━━ Provided data

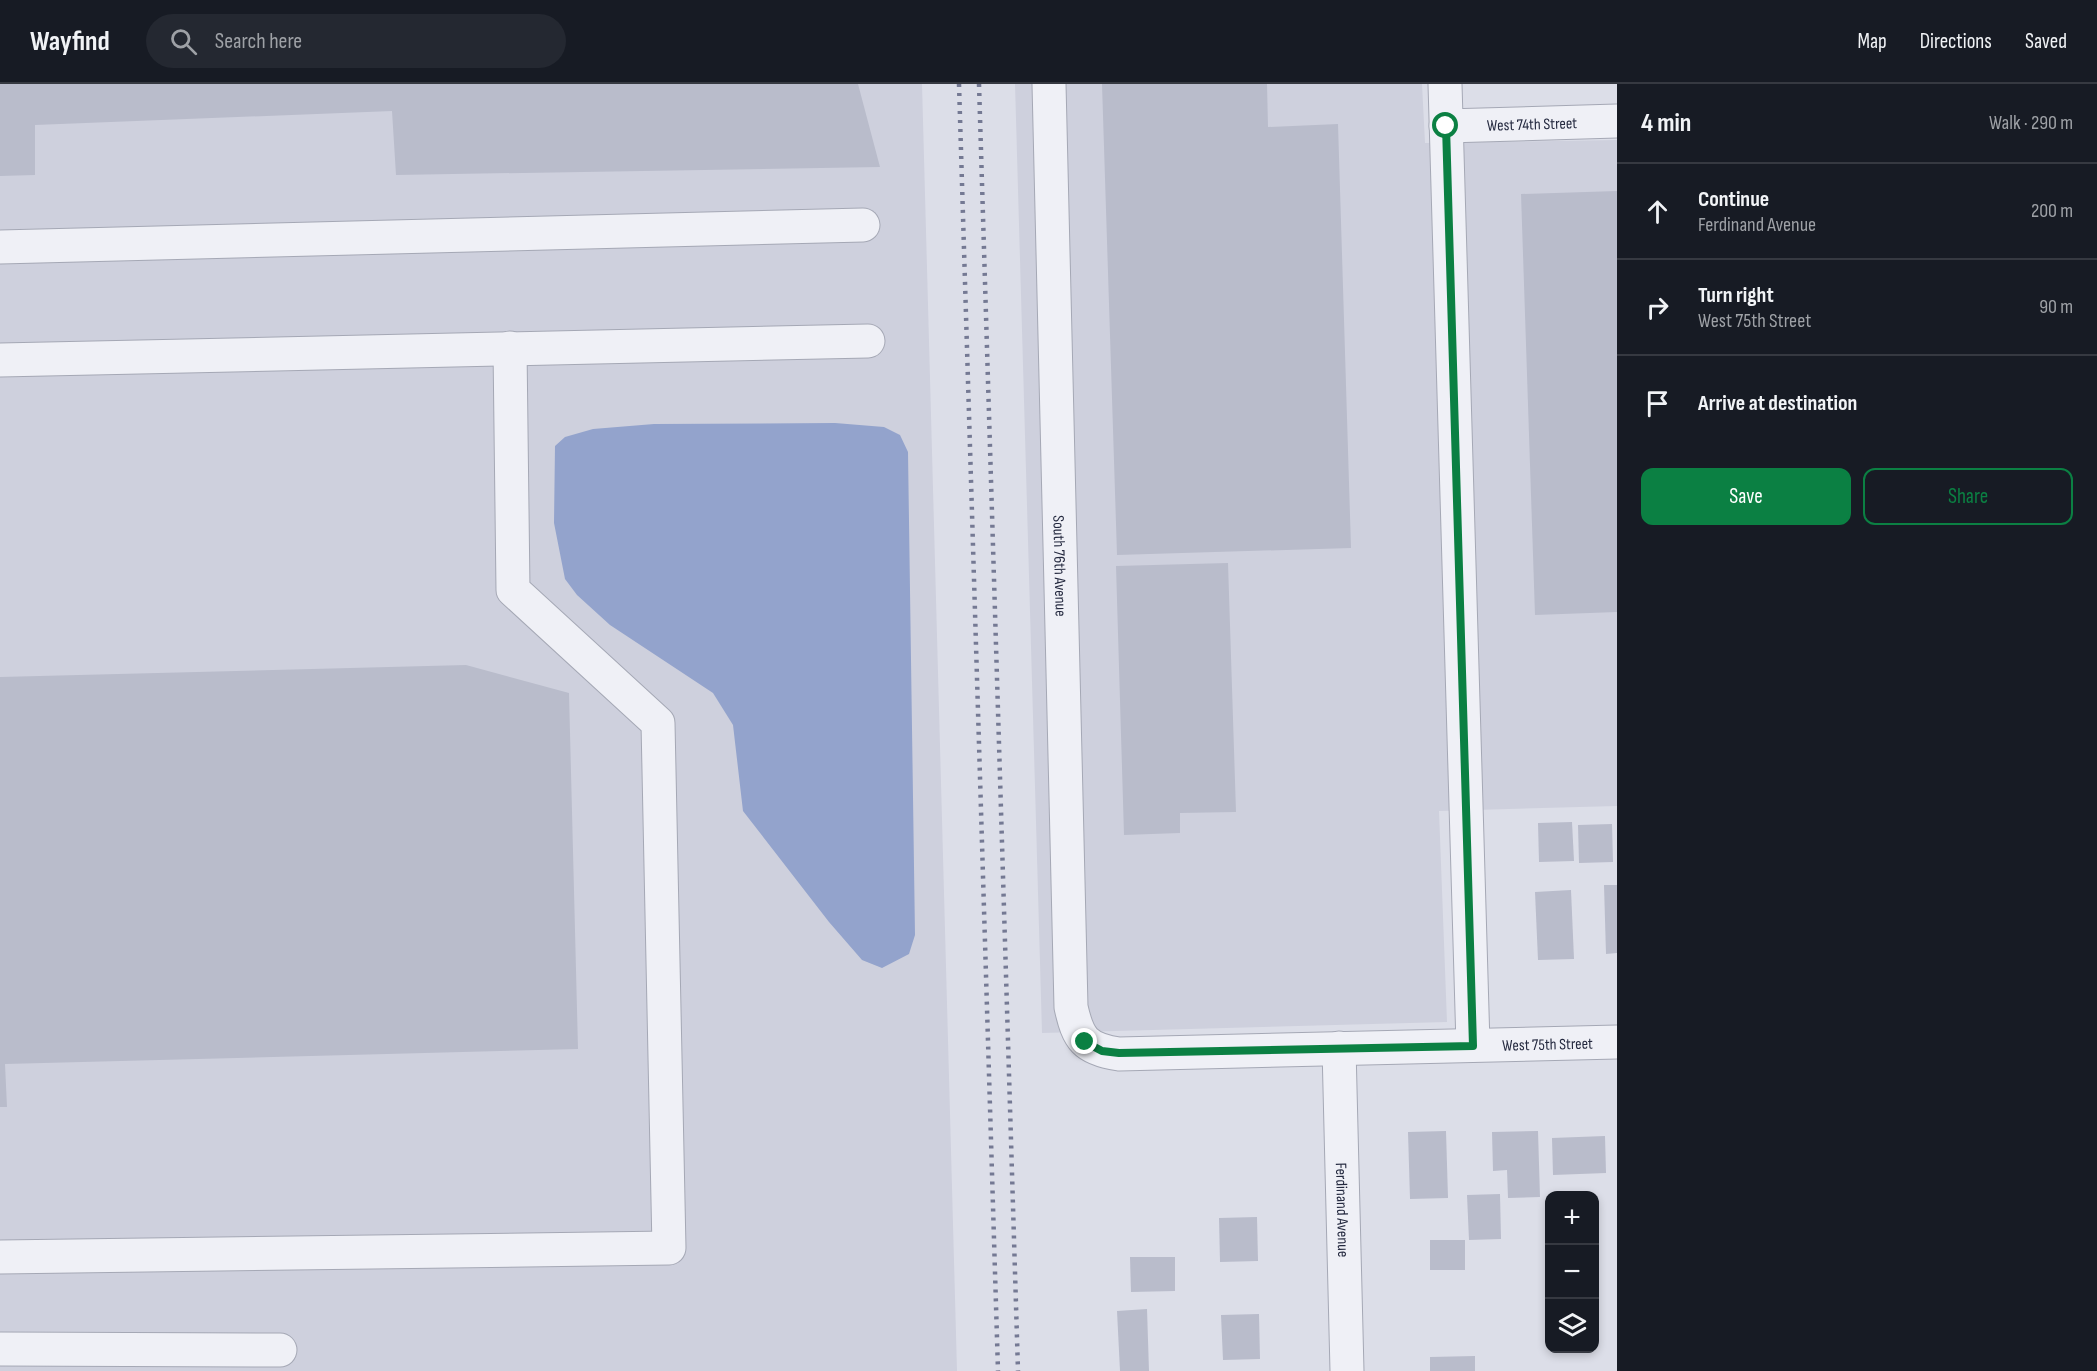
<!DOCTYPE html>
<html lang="en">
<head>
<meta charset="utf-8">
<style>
  body { margin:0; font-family:"Sofia Sans Condensed",sans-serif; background:#242831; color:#f1f3f6 }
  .controls { position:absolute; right:18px; bottom:18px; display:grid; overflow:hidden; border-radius:12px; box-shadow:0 3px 9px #0003 }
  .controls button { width:54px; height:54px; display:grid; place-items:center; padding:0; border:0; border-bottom:2px solid #363941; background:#171b24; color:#f1f3f6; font:30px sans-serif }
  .stop { position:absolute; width:18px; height:18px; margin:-14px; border:4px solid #0b8043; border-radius:50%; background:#fff }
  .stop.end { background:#0b8043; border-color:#fff; box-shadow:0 2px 6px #0008 }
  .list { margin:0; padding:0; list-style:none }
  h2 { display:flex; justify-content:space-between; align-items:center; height:78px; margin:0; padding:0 24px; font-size:26px }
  h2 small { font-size:20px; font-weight:400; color:#9ea1a6 }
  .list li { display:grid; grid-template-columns:39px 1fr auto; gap:18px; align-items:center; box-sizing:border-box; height:96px; padding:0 24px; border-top:2px solid #363941 }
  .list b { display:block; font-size:22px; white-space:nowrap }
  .list p { margin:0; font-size:20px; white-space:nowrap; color:#9ea1a6 }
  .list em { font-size:20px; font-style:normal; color:#9ea1a6 }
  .actions { display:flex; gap:12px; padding:18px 24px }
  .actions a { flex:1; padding:14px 0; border:2px solid #0b8043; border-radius:12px; text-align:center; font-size:21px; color:#0b8043 }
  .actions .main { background:#0b8043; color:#fff }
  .icon { flex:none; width:33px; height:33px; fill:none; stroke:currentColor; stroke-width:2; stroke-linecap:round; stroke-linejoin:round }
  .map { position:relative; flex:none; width:1617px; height:1287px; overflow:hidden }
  header { display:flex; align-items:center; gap:36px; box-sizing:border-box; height:84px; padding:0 30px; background:#171b24; border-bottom:2px solid #363941 }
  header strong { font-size:28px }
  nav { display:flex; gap:33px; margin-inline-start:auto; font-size:21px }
  .search { width:420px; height:54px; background:#242831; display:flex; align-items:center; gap:15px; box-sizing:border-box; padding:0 21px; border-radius:33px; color:#9ea1a6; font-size:22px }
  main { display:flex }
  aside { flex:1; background:#171b24 }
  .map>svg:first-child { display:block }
  .built { fill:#ced0dd }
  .water { fill:#93a3cc }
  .building { fill:#b9bccb }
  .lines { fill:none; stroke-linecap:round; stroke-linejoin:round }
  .minor-casing { stroke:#a5a8b5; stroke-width:35 }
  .minor { stroke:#eff0f6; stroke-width:33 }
  .rail { stroke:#747993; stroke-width:4.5; stroke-dasharray:3 6; stroke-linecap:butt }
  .route { stroke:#0b8043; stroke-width:8 }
  .labels { text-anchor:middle; stroke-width:4.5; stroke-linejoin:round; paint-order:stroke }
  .street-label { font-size:16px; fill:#24293f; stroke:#ebeef5 }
</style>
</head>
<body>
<header>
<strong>Wayfind</strong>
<div class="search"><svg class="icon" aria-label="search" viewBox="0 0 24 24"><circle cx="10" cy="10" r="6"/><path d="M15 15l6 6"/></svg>Search here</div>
<nav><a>Map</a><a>Directions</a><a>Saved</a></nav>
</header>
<main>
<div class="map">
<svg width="1617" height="1287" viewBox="0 0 1617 1287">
  <rect width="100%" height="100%" fill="#dcdee8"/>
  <g class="built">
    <path d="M0 0H922L957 1287H0Z"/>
    <path d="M1015 0H1422L1425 59 1617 56V722L1439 727 1447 938 1042 949Z"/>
  </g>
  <path class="water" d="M835 339 884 343 900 351 908 368 915 851 909 870 882 884 862 876 829 838 743 727 733 641 713 609 610 541 577 511 565 495 554 439 555 362 565 353 593 345 654 340Z"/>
  <g class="building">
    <path d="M0 0H858L880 83 396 91 392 27 35 41V91L0 92Z"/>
    <path d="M1102 0H1267L1268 43 1338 40 1351 464 1117 471Z"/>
    <path d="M1617 107V528L1535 531 1521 110Z"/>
    <path d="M1228 479 1236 728 1180 729V749L1124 751 1116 482Z"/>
    <path d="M466 581 569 609 578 965 5 980 7 1023H0V593Z"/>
    <path d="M1572 738 1574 777 1539 778 1538 739Z"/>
    <path d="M1612 740 1613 778 1579 779 1578 741Z"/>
    <path d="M1604 801H1617V869L1606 870Z"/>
    <path d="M1571 806 1574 875 1538 876 1535 808Z"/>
    <path d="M1446 1047 1448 1114 1410 1115 1408 1048Z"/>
    <path d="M1538 1047 1540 1113 1508 1114 1507 1086 1493 1087 1492 1048Z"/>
    <path d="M1605 1052 1606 1089 1553 1091 1552 1054Z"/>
    <path d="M1500 1110 1501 1155 1469 1156 1467 1111Z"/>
    <path d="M1257 1133 1258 1177 1220 1178 1219 1134Z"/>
    <rect x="1430" y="1156" width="35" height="30"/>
    <path d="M1130 1173H1175V1207L1131 1208Z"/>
    <path d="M1147 1225 1149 1287H1120L1117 1227Z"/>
    <path d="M1259 1230 1260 1275 1223 1276 1221 1231Z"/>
    <path d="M1475 1272V1287H1430V1273Z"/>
  </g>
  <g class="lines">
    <g class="minor-casing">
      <g id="minor">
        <path id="s1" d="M1049 0 1071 923C1078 955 1085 965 1119 970L1617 958"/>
        <path d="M1445 0 1473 961"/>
        <path id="s2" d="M1446 42 1617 37"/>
        <path d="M0 163 863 141"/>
        <path d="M0 276 868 257"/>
        <path id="s3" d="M1339 964 1347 1287"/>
        <path d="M0 1173 669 1164 658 639 513 506 510 264"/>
        <path d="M0 1265 280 1266"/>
      </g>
    </g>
    <use href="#minor" class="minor"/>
    <g class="rail">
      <path d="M959 0 998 1287"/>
      <path d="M979 0 1018 1287"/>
    </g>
  </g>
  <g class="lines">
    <path class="route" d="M1085 958 1102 967 1119 969 1473 962 1446 42"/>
  </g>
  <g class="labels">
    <g class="street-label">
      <text dy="6" stroke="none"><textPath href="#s2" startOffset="86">West 74th Street</textPath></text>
      <text dy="6" stroke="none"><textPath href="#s1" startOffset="482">South 76th Avenue</textPath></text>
      <text dy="6" stroke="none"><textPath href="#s1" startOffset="1426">West 75th Street</textPath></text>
      <text dy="6" stroke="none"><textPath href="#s3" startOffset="162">Ferdinand Avenue</textPath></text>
    </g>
  </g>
</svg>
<div class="controls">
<button>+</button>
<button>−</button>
<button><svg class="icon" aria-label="layers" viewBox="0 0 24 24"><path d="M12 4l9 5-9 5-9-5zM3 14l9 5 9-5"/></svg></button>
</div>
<div class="stop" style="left:1446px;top:42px"></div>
<div class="stop end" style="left:1085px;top:958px"></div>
</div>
<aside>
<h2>4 min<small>Walk · 290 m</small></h2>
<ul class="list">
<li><svg class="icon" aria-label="ahead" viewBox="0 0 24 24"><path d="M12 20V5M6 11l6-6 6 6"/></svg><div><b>Continue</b><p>Ferdinand Avenue</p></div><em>200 m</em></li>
<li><svg class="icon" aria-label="right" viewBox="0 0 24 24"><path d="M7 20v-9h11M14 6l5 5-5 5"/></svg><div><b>Turn right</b><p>West 75th Street</p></div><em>90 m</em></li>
<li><svg class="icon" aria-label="arrive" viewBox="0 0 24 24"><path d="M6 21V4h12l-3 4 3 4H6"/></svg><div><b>Arrive at destination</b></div></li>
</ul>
<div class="actions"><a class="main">Save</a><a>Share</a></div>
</aside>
</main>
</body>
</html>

━━━━

◆ Your task: Give again, word for word, every line from the top of the data above to the line holding "width:54px; height:54px; display:grid;", inclusive, with the pictures left out.

◆ Response:
<!DOCTYPE html>
<html lang="en">
<head>
<meta charset="utf-8">
<style>
  body { margin:0; font-family:"Sofia Sans Condensed",sans-serif; background:#242831; color:#f1f3f6 }
  .controls { position:absolute; right:18px; bottom:18px; display:grid; overflow:hidden; border-radius:12px; box-shadow:0 3px 9px #0003 }
  .controls button { width:54px; height:54px; display:grid; place-items:center; padding:0; border:0; border-bottom:2px solid #363941; background:#171b24; color:#f1f3f6; font:30px sans-serif }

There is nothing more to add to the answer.